Dodd’s nod was quite a stamp of approval for Rushlow’s new musical direction.
And he is pretty clear about this musical direction. “This is a permanent move for me creatively and musically,” he says. “I’ve completely come full circle and it feels really good to be this comfortable in my own skin. Emotion, theatrics, martinis, toe tappers … we can do that. With respect being paid to these artist’s originals and my interpretation of these songs, it feels right. As my manager Steve Sterling says, ‘You’ve found your own lane!’”
He’s excited about life these days. Not only is there a “Tim Rushlow and His Big Band Classic Christmas” album coming out Nov. 17, and the “Tim Rushlow and His Big Band LIVE” CD and DVD in January 2017, but he’s in discussions for something that involves a national radio show about the big band era that he can’t quite get specific about yet.
If you love this style of music, you’re in for a treat! Tim Rushlow & His Big Band will bring their dynamic show to the Franklin Theatre, December 2 and 3. Get ready to be entertained and taken back in time to the horns, bass, drums, piano, strings and vocals of the Rat Pack era.

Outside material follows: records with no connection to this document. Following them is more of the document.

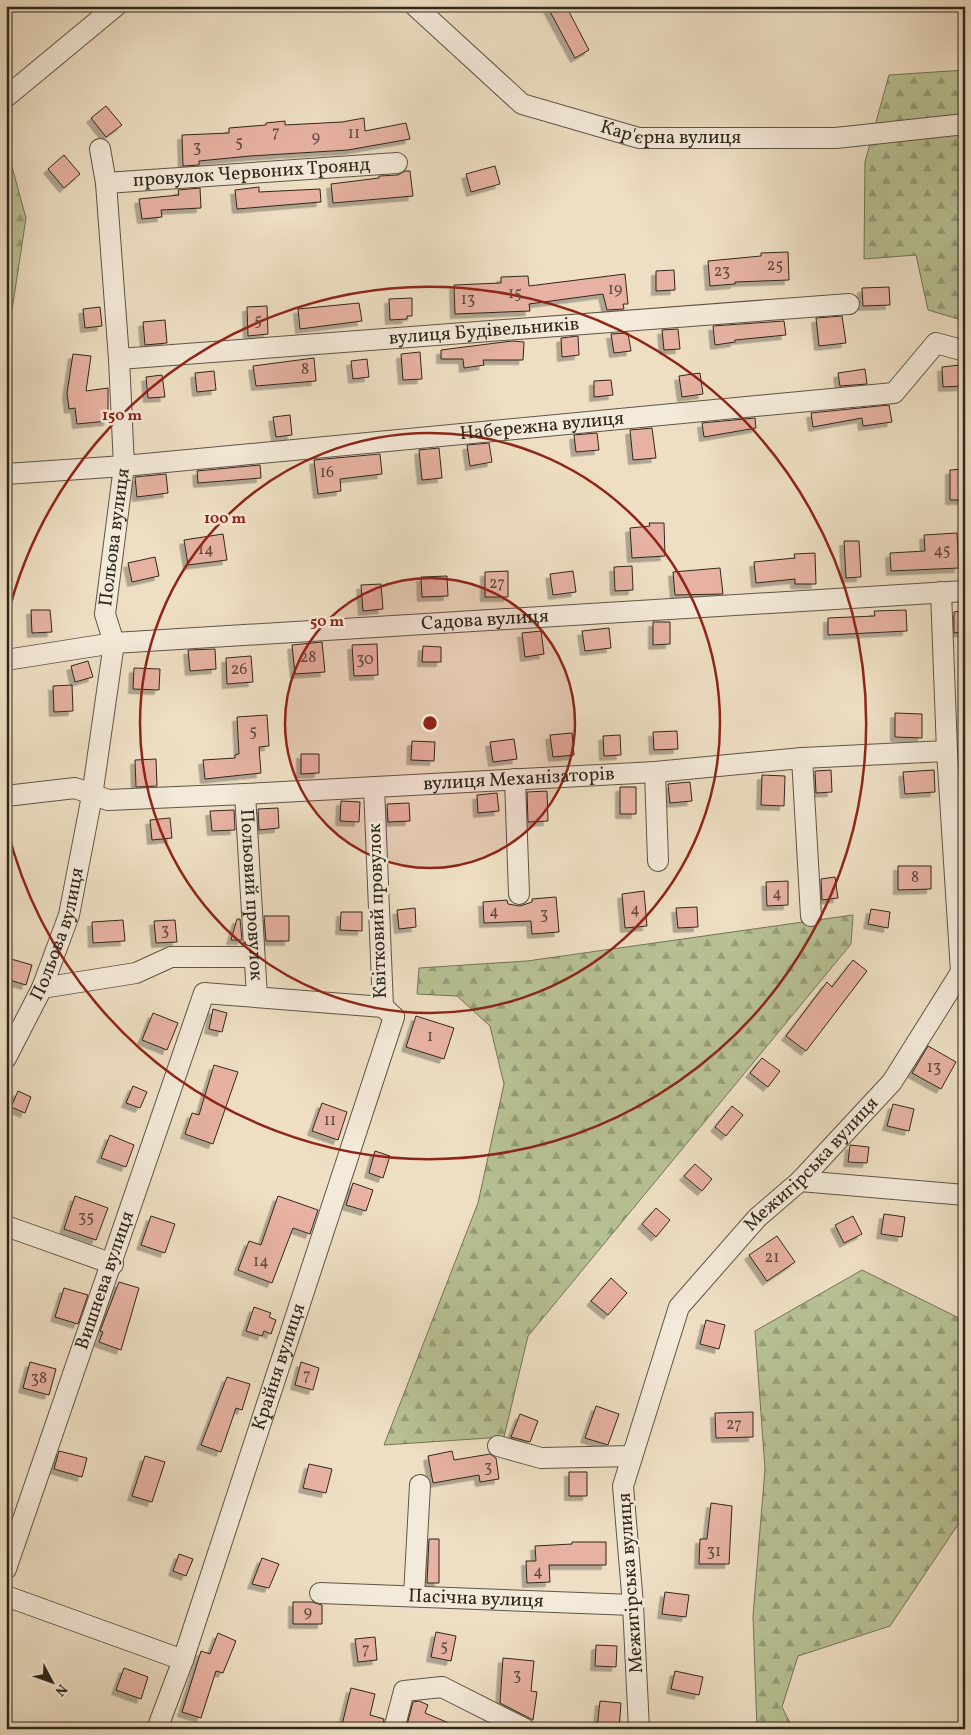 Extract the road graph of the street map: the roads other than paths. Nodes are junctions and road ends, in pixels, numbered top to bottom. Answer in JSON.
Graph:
{"nodes":[{"id":1,"x":116,"y":6,"type":"edge"},
{"id":2,"x":415,"y":6,"type":"edge"},
{"id":3,"x":6,"y":97,"type":"edge"},
{"id":4,"x":965,"y":124,"type":"edge"},
{"id":5,"x":100,"y":149,"type":"dead end"},
{"id":6,"x":398,"y":163,"type":"dead end"},
{"id":7,"x":106,"y":183,"type":"junction"},
{"id":8,"x":849,"y":304,"type":"dead end"},
{"id":9,"x":965,"y":351,"type":"edge"},
{"id":10,"x":119,"y":359,"type":"junction"},
{"id":11,"x":124,"y":466,"type":"junction"},
{"id":12,"x":6,"y":474,"type":"edge"},
{"id":13,"x":965,"y":591,"type":"edge"},
{"id":14,"x":941,"y":592,"type":"junction"},
{"id":15,"x":114,"y":643,"type":"junction"},
{"id":16,"x":6,"y":660,"type":"edge"},
{"id":17,"x":947,"y":752,"type":"junction"},
{"id":18,"x":802,"y":758,"type":"junction"},
{"id":19,"x":655,"y":772,"type":"junction"},
{"id":20,"x":515,"y":779,"type":"junction"},
{"id":21,"x":374,"y":787,"type":"junction"},
{"id":22,"x":245,"y":794,"type":"junction"},
{"id":23,"x":6,"y":796,"type":"edge"},
{"id":24,"x":92,"y":796,"type":"junction"},
{"id":25,"x":658,"y":861,"type":"dead end"},
{"id":26,"x":519,"y":894,"type":"dead end"},
{"id":27,"x":811,"y":916,"type":"dead end"},
{"id":28,"x":248,"y":957,"type":"dead end"},
{"id":29,"x":963,"y":972,"type":"edge"},
{"id":30,"x":42,"y":988,"type":"junction"},
{"id":31,"x":204,"y":993,"type":"joint"},
{"id":32,"x":257,"y":997,"type":"junction"},
{"id":33,"x":383,"y":1007,"type":"junction"},
{"id":34,"x":6,"y":1058,"type":"edge"},
{"id":35,"x":800,"y":1181,"type":"junction"},
{"id":36,"x":965,"y":1195,"type":"edge"},
{"id":37,"x":6,"y":1226,"type":"edge"},
{"id":38,"x":113,"y":1264,"type":"junction"},
{"id":39,"x":498,"y":1446,"type":"dead end"},
{"id":40,"x":632,"y":1456,"type":"junction"},
{"id":41,"x":420,"y":1485,"type":"dead end"},
{"id":42,"x":6,"y":1569,"type":"edge"},
{"id":43,"x":320,"y":1592,"type":"dead end"},
{"id":44,"x":6,"y":1596,"type":"edge"},
{"id":45,"x":414,"y":1596,"type":"junction"},
{"id":46,"x":633,"y":1605,"type":"junction"},
{"id":47,"x":183,"y":1660,"type":"junction"},
{"id":48,"x":157,"y":1729,"type":"edge"},
{"id":49,"x":394,"y":1729,"type":"edge"},
{"id":50,"x":524,"y":1729,"type":"edge"},
{"id":51,"x":639,"y":1729,"type":"edge"}],
"edges":[{"from":1,"to":3,"type":"street"},
{"from":2,"to":4,"type":"street","name":"Кар'єрна вулиця"},
{"from":5,"to":7,"type":"street","name":"Польова вулиця"},
{"from":6,"to":7,"type":"street","name":"провулок Червоних Троянд"},
{"from":7,"to":10,"type":"street","name":"Польова вулиця"},
{"from":8,"to":10,"type":"street","name":"вулиця Будівельників"},
{"from":9,"to":11,"type":"street","name":"Набережна вулиця"},
{"from":10,"to":11,"type":"street","name":"Польова вулиця"},
{"from":11,"to":12,"type":"street","name":"Набережна вулиця"},
{"from":11,"to":15,"type":"street","name":"Польова вулиця"},
{"from":13,"to":14,"type":"street","name":"Садова вулиця"},
{"from":14,"to":15,"type":"street","name":"Садова вулиця"},
{"from":14,"to":17,"type":"street","name":"Межигірська вулиця"},
{"from":15,"to":16,"type":"street","name":"Садова вулиця"},
{"from":15,"to":24,"type":"street","name":"Польова вулиця"},
{"from":17,"to":18,"type":"street","name":"вулиця Механізаторів"},
{"from":17,"to":29,"type":"street","name":"Межигірська вулиця"},
{"from":18,"to":19,"type":"street","name":"вулиця Механізаторів"},
{"from":18,"to":27,"type":"street"},
{"from":19,"to":20,"type":"street","name":"вулиця Механізаторів"},
{"from":19,"to":25,"type":"street"},
{"from":20,"to":21,"type":"street","name":"вулиця Механізаторів"},
{"from":20,"to":26,"type":"street"},
{"from":21,"to":22,"type":"street","name":"вулиця Механізаторів"},
{"from":21,"to":33,"type":"street","name":"Квітковий провулок"},
{"from":22,"to":24,"type":"street","name":"вулиця Механізаторів"},
{"from":22,"to":32,"type":"street","name":"Польовий провулок"},
{"from":23,"to":24,"type":"street","name":"вулиця Механізаторів"},
{"from":24,"to":30,"type":"street","name":"Польова вулиця"},
{"from":28,"to":30,"type":"street"},
{"from":29,"to":35,"type":"street","name":"Межигірська вулиця"},
{"from":30,"to":34,"type":"street","name":"Польова вулиця"},
{"from":31,"to":32,"type":"street","name":"Квітковий провулок"},
{"from":31,"to":38,"type":"street","name":"Вишнева вулиця"},
{"from":32,"to":33,"type":"street","name":"Квітковий провулок"},
{"from":33,"to":47,"type":"street","name":"Крайня вулиця"},
{"from":35,"to":36,"type":"street"},
{"from":35,"to":40,"type":"street","name":"Межигірська вулиця"},
{"from":37,"to":38,"type":"street"},
{"from":38,"to":42,"type":"street","name":"Вишнева вулиця"},
{"from":39,"to":40,"type":"street"},
{"from":40,"to":46,"type":"street","name":"Межигірська вулиця"},
{"from":41,"to":45,"type":"street"},
{"from":43,"to":45,"type":"street","name":"Пасічна вулиця"},
{"from":44,"to":47,"type":"street"},
{"from":45,"to":46,"type":"street","name":"Пасічна вулиця"},
{"from":46,"to":51,"type":"street","name":"Межигірська вулиця"},
{"from":47,"to":48,"type":"street","name":"Крайня вулиця"},
{"from":49,"to":50,"type":"street"}]}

“The world can be full of naysayers,” he says. “You’ve just got to respect your work ethic and then let people see it, and then hope they say, ‘Wow! I didn’t know you had that in the tank!’” he laughs.
“I’m very proud of my past but I realize this is the next 25 years of my life. We’re really hitting a nerve by doing this. People are enjoying it and it’s been great! I’m most proud that I live in Franklin and that we’re bringing the show here,” he adds. “It feels like I’m where I belong. I am blown away at the staying power these songs and artists have from a magical generation that so many people are still curious about.”
And with his daughter Bailey by his side on stage for the upcoming Franklin Theatre shows, his music truly will have come full circle.